Le Brun'ın kariyeri, 13 yaşında, Ludwig III tarafından yapılan bir çizimle başladı. at sırtında o zamanki Şansölye Ségnier'in dikkatini çekti. Daha sonra genç taş ustası çırağının yeteneği sistematik olarak terfi ettirildi. 1619'da Paris'te doğan Le Bruns, 1638'de zaten saray ressamıydı ve ilk siparişlerini Kardinal Richelieu'den aldı. Nazik patronları, sanatçının eğitimini mükemmelleştirdiği ve diğer yerlerin yanı sıra Roma'da Nicolas Poussin ile çalıştığı İtalya'da kalmasını mümkün kıldı. Bu süre zarfında kendisini, daha sonraki çalışmaları üzerinde güçlü bir etkisi olan Carracci, Raffael ve Renis'in çalışmalarına adadı. Örneğin, Le Brun'un en ünlü eserlerinden biri olan İskender'in Babil'e Girişi , bugün Louvre'da izlenebilmektedir.
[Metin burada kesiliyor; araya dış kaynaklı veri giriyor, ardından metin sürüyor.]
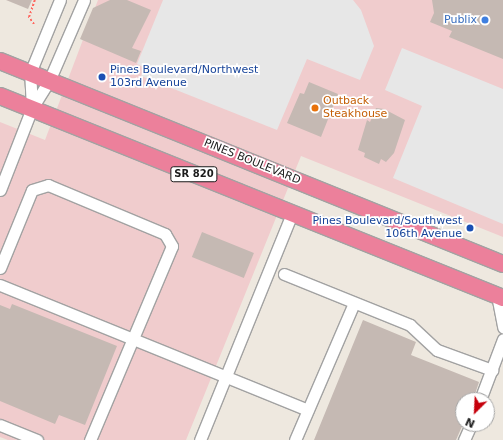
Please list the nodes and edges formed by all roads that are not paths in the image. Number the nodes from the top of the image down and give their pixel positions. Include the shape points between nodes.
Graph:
1 (60, 0) edge
2 (84, 0) edge
3 (0, 61) edge
4 (30, 73) junction
5 (49, 81) junction
6 (0, 96) edge
7 (32, 108) junction
8 (0, 190) edge
9 (292, 213) junction
10 (503, 264) edge
11 (0, 268) edge
12 (284, 274) dead end
13 (0, 284) edge
14 (500, 297) edge
15 (354, 303) junction
16 (503, 327) edge
17 (132, 338) junction
18 (503, 339) edge
19 (492, 370) junction
20 (226, 376) junction
21 (483, 392) edge
22 (308, 410) junction
23 (0, 425) edge
24 (37, 440) edge
25 (90, 440) edge
26 (200, 440) edge
27 (295, 440) edge

1 - 4 street
2 - 5 street
3 - 4 highway, PINES BOULEVARD / SR 820
4 - 5 highway, PINES BOULEVARD / SR 820
4 - 7 street
5 - 7 street
5 - 10 highway, PINES BOULEVARD / SR 820
6 - 7 highway, SR 820
7 - 8 street
7 - 9 highway, SR 820
9 - 14 highway, SR 820
9 - 20 street
11 - 17 street via 32,190 48,185 165,234 172,246
12 - 15 street
13 - 17 street
14 - 16 street
15 - 19 street via 410,325 437,350
15 - 22 street
17 - 20 street
17 - 25 street
18 - 19 street
19 - 21 street
20 - 22 street
20 - 26 street
22 - 27 street
23 - 24 street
Charles Le Brun, en güçlü Fransız sanatçılardan biridir. Ressam, heykeltıraş, mimar ve süs sanatçısı, şimdi XIV. Louis dediğimiz stil çağının arkasındaki manevi baba ve itici güçtü. Yaratıcı çalışmalarının muazzam genişliği, o sadece bir ressam ve heykeltıraş değil, aynı zamanda bir iç dekoratör, sıvacı ve halı, duvar kağıdı ve duvar halısı tasarımcısıydı, bu çağın tüm sanatına damgasını vurmasını mümkün kıldı. Tarzı, sonraki nesil saray sanatçılarını şekillendirdi ve 18. yüzyıla kadar yıkıcı Rokoko için bir referans noktası ve idealize edilmiş bir muadili olarak hizmet etti.
Le Brun'ın kariyeri, 13 yaşında, Ludwig III tarafından yapılan bir çizimle başladı. at sırtında o zamanki Şansölye Ségnier'in dikkatini çekti. Daha sonra genç taş ustası çırağının yeteneği sistematik olarak terfi ettirildi. 1619'da Paris'te doğan Le Bruns, 1638'de zaten saray ressamıydı ve ilk siparişlerini Kardinal Richelieu'den aldı. Nazik patronları, sanatçının eğitimini mükemmelleştirdiği ve diğer yerlerin yanı sıra Roma'da Nicolas Poussin ile çalıştığı İtalya'da kalmasını mümkün kıldı. Bu süre zarfında kendisini, daha sonraki çalışmaları üzerinde güçlü bir etkisi olan Carracci, Raffael ve Renis'in çalışmalarına adadı. Örneğin, Le Brun'un en ünlü eserlerinden biri olan İskender'in Babil'e Girişi , bugün Louvre'da izlenebilmektedir.